Seizure warning - Ravelry
Six days ago, Ravelry rolled out its new branding and redesign and at Countess Ablaze we have made the decision to strip our Ravelry profile, although we will update with new yarn bases so our beloved customers are not impacted on their project pages, and I’ve gone through our website today to remove all URLs to Ravelry. No URLs will be made here.
I’m not going to talk about the aesthetics of the new design but I want to discuss accessibility.
Day six and there are numerous references to increased anxiety, agitation and fatigue as well as eyestrain, migraine, dizziness, seizures, visual disturbances, RSI from scrolling through much more space.
There’s something missing; a response.
I’ve gone from disappointed and mildly pissed off to absolutely incredulous with rage.
Ravelry is a community that prides itself on inclusive and progressive values as we do, like so many of us do and I want to take a moment to lay out the issues I have and why we made the decision to no longer support Ravelry.
- There was a lack of extensive testing and as far as I am aware, accessibility was not at its core.
The onus should NOT be on people with accessibility problems, like me, but on the website being designed to be accessible at its very core. There’s a distinction. The half-arsed apology, complete with a self-congratulatory medal - now changed to a heart because sure “we hurt you but here’s some love”, excludes the many, many people who have never experienced any of the reported health problems before who have found themselves to be experiencing them for the first time.

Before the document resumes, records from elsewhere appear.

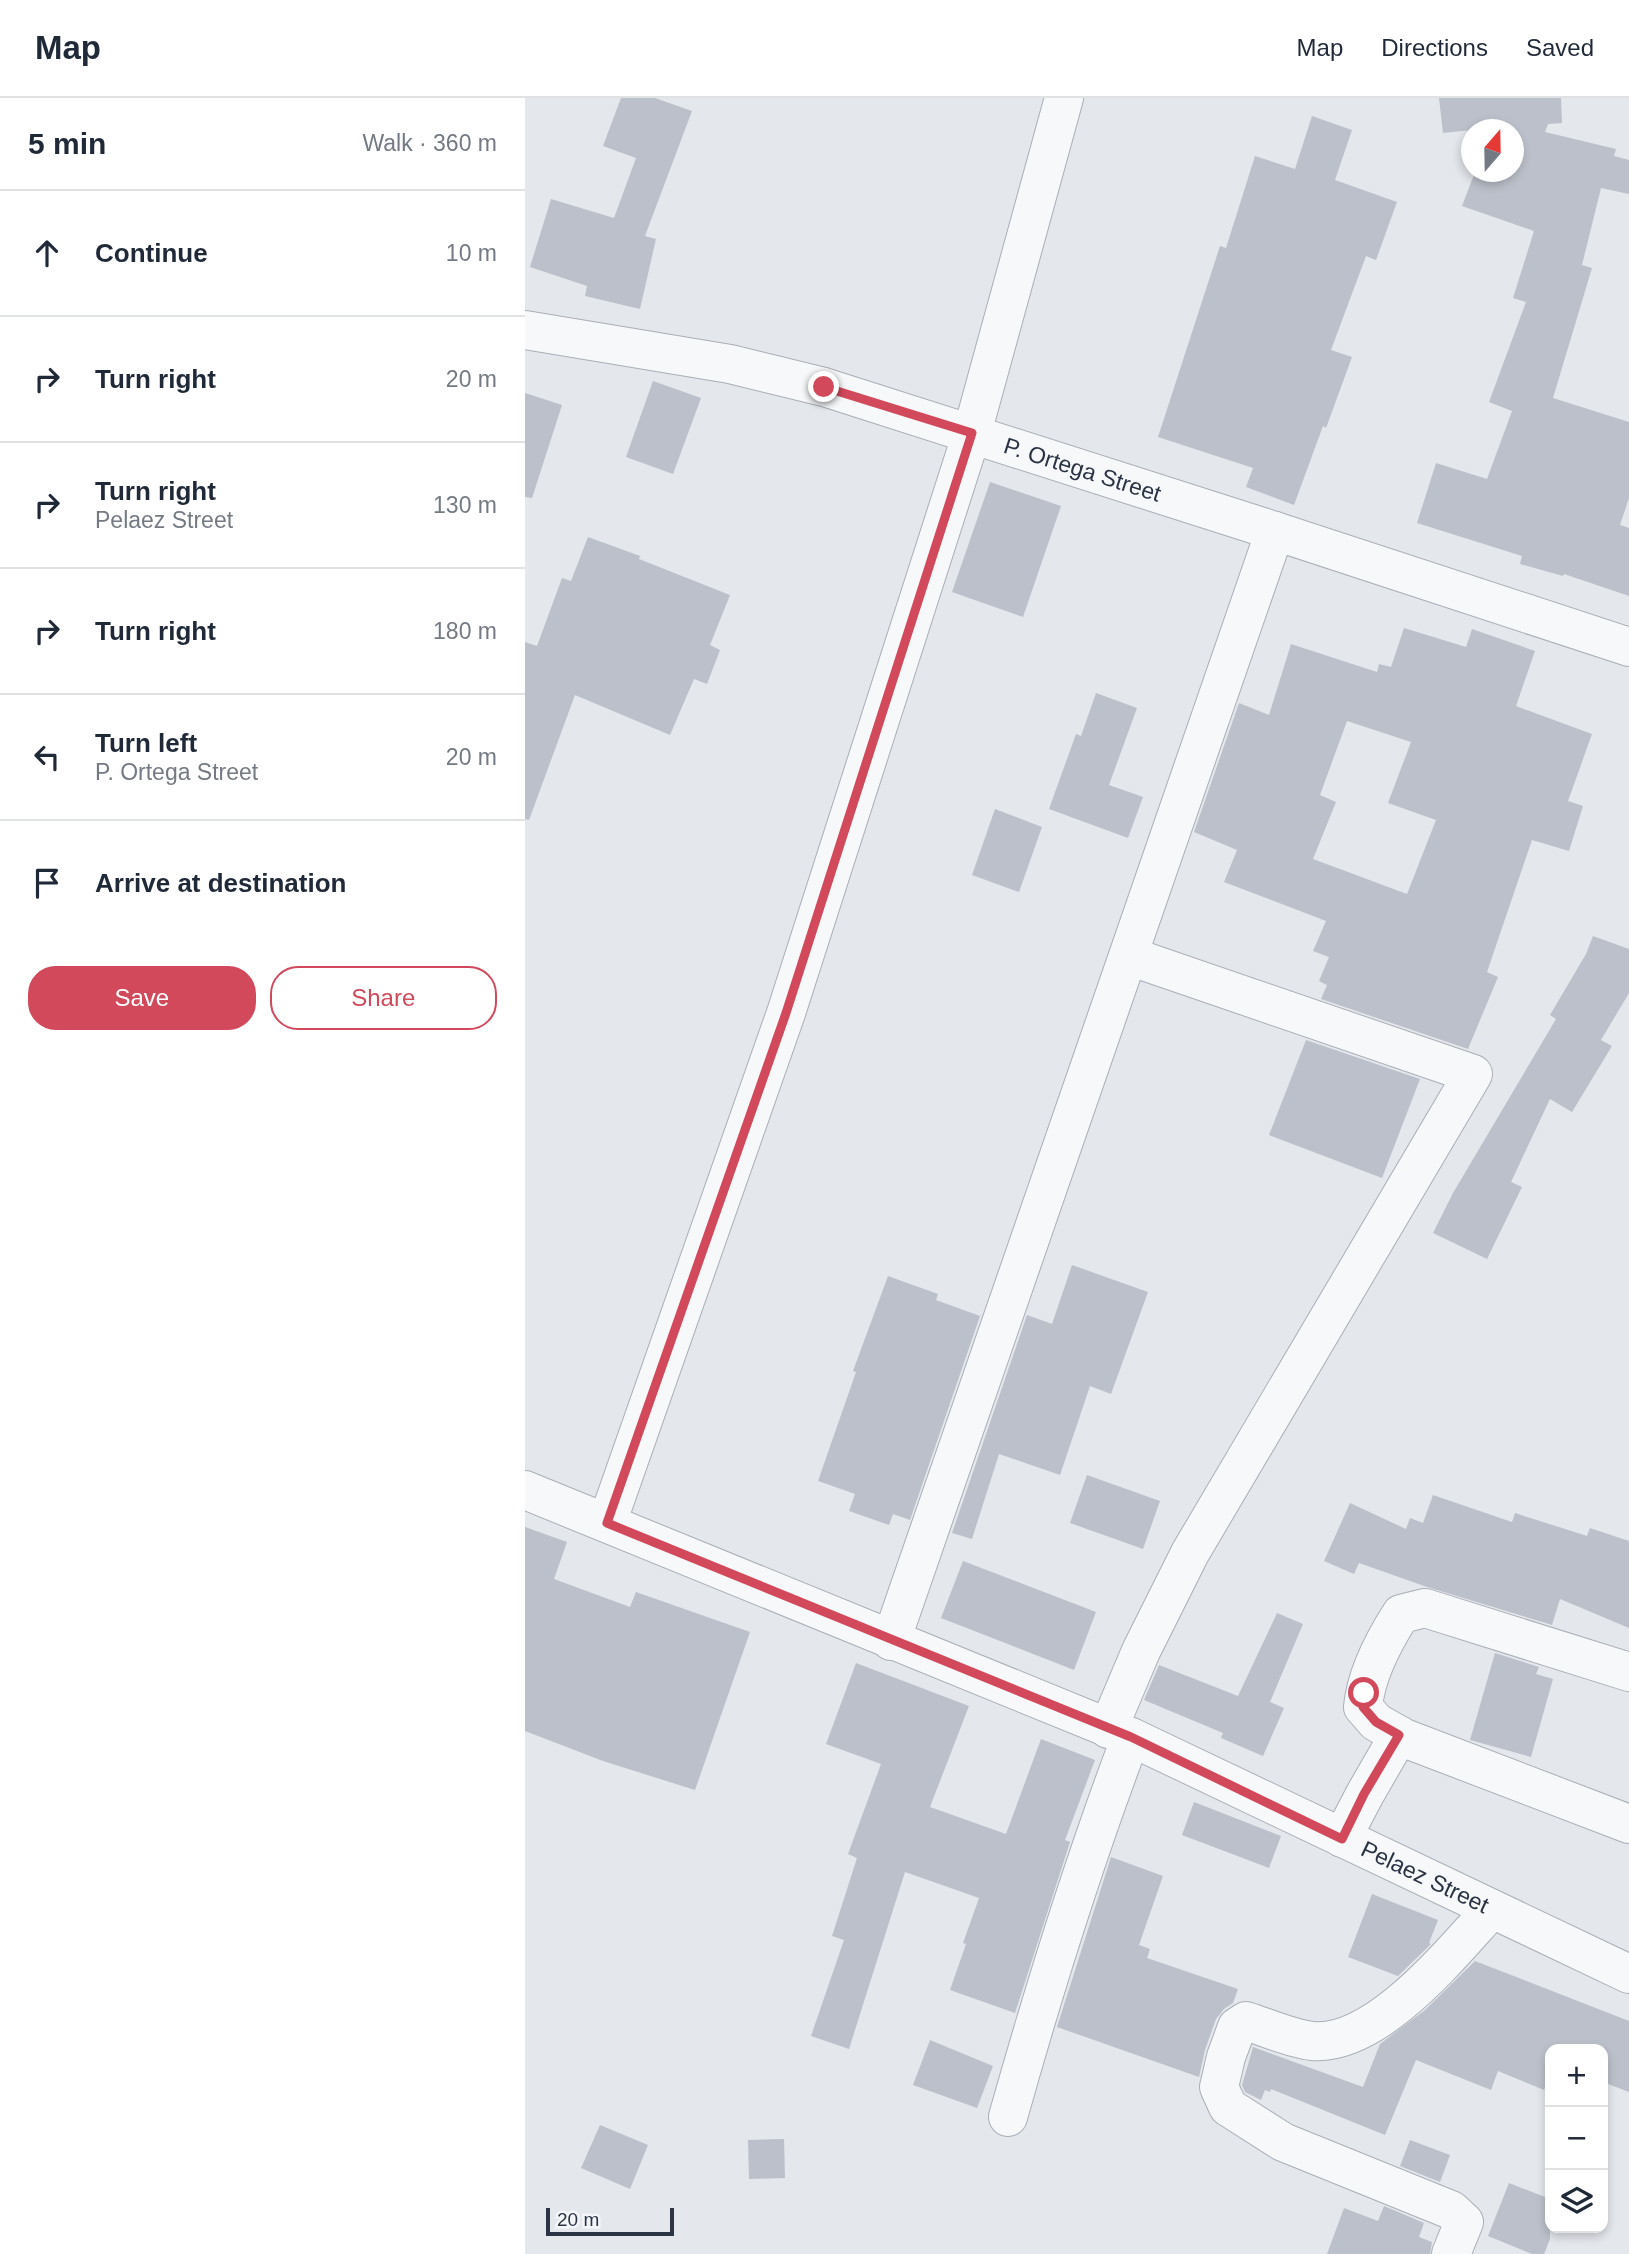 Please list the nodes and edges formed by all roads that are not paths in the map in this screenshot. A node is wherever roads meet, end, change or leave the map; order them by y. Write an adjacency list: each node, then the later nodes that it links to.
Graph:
1 (1064, 98): 3 (street)
2 (525, 330): 3 (street, P. Ortega Street)
3 (972, 433): 4 (street, P. Ortega Street); 8 (street)
4 (1275, 531): 5 (street, P. Ortega Street); 6 (street)
5 (1629, 647)
6 (1129, 956): 9 (street); 11 (street)
7 (525, 1490): 8 (street, Pelaez Street)
8 (607, 1523): 9 (street, Pelaez Street)
9 (891, 1641): 11 (street, Pelaez Street)
10 (1629, 1672): 12 (street)
11 (1120, 1733): 14 (street, Pelaez Street); 17 (street)
12 (1399, 1735): 13 (street); 14 (street)
13 (1629, 1824)
14 (1342, 1839): 15 (street, Pelaez Street)
15 (1492, 1909): 16 (street, Pelaez Street); 18 (street)
16 (1629, 1973)
17 (1008, 2117)
18 (1451, 2254) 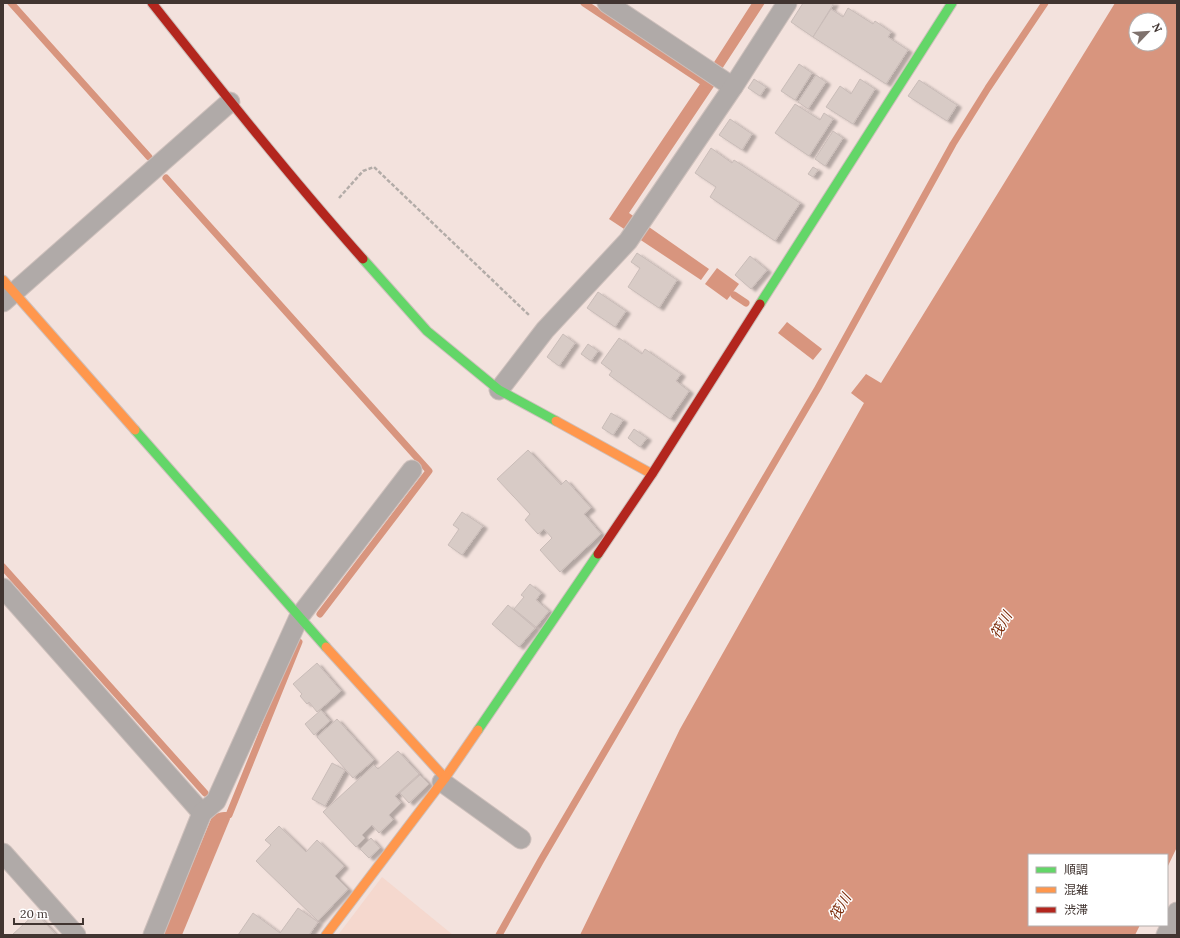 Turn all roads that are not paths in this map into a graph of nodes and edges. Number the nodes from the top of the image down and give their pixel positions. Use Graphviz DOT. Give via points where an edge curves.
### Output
graph roads {
  1 [pos="152,3"];
  2 [pos="607,3"];
  3 [pos="787,3"];
  4 [pos="952,3"];
  5 [pos="728,84"];
  6 [pos="230,102"];
  7 [pos="7,291"];
  8 [pos="499,390"];
  9 [pos="412,470"];
  10 [pos="652,474"];
  11 [pos="3,588"];
  12 [pos="299,617"];
  13 [pos="443,780"];
  14 [pos="202,813"];
  15 [pos="521,839"];
  16 [pos="3,853"];
  17 [pos="1177,912"];
  18 [pos="76,935"];
  19 [pos="153,935"];
  20 [pos="326,935"];
  21 [pos="1166,935"];
  1 -- 6 [label="street"];
  2 -- 5 [label="street"];
  3 -- 5 [label="street"];
  4 -- 10 [label="street"];
  5 -- 8 [label="street" via="628,241 545,330"];
  6 -- 7 [label="street"];
  6 -- 8 [label="street" via="324,215 427,332"];
  7 -- 12 [label="street"];
  8 -- 10 [label="street"];
  9 -- 12 [label="street"];
  10 -- 13 [label="street"];
  11 -- 14 [label="street"];
  12 -- 13 [label="street"];
  12 -- 14 [label="street" via="216,801"];
  13 -- 15 [label="street"];
  13 -- 20 [label="street"];
  14 -- 19 [label="street"];
  16 -- 18 [label="street"];
  17 -- 21 [label="street"];
}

ETA - I was reading the forums when I fell ill so had gotten through the login animation which has apparently now been slowed down. This guide from Mozilla talks about many ways that website design can trigger seizures. I suspect for me it was the glaring white, sensory overload of a lot of colours, flickering and high contrast black lines. I can't speculate anymore than this and now I've had one seizure (I've been seizure free since Nov 2018) I'm at higher risk for another.
- By day six, with known and very numerous health risks, one of two things needed to happen followed by a third.
- Pull the new design down, get experts to look at it, get it extensively tested beyond the small crowd they invited, clear up the health triggering effects and relaunch.
- A health warning. A seizure warning. SOMETHING. This is why I will no longer put a URL to Ravelry and have stripped our website of them because I do not wish to put you in harm’s way. If you spot one we’ve missed, do let us know.
- An apology. A proper one. Without a fucking medal.
- I have very serious concerns about how Ravelry handles change.
When I returned, our bricks and mortar shop was targetted by a political group as Ravelry’s announcement hit international news. We were advised by the police how to react and I ultimately mentally broke down, came off social media for several weeks and tried to recover. I remember sitting in the pub with industry colleagues shaking and crying because of the fear. I am autistic, as are most of my employees and that was a frightening time that took a good long while to recover from.
Ravelry has lost my trust. I will no longer refer our customers to them and I feel dreadful for the designers who are caught in the crossfire of this. Their lack of response has endangered the livelihoods of so many, at a time when society and public health is so precarious.
I want to take a moment to thank every ally who has stepped up to advocate on our behalf. Having health problems is exhausting and whilst I cannot speak for everyone affected, only myself - Thank you, truly.
As for inclusivity and progressive values? Not if you're disabled, have chronic health conditions or neurodiverse.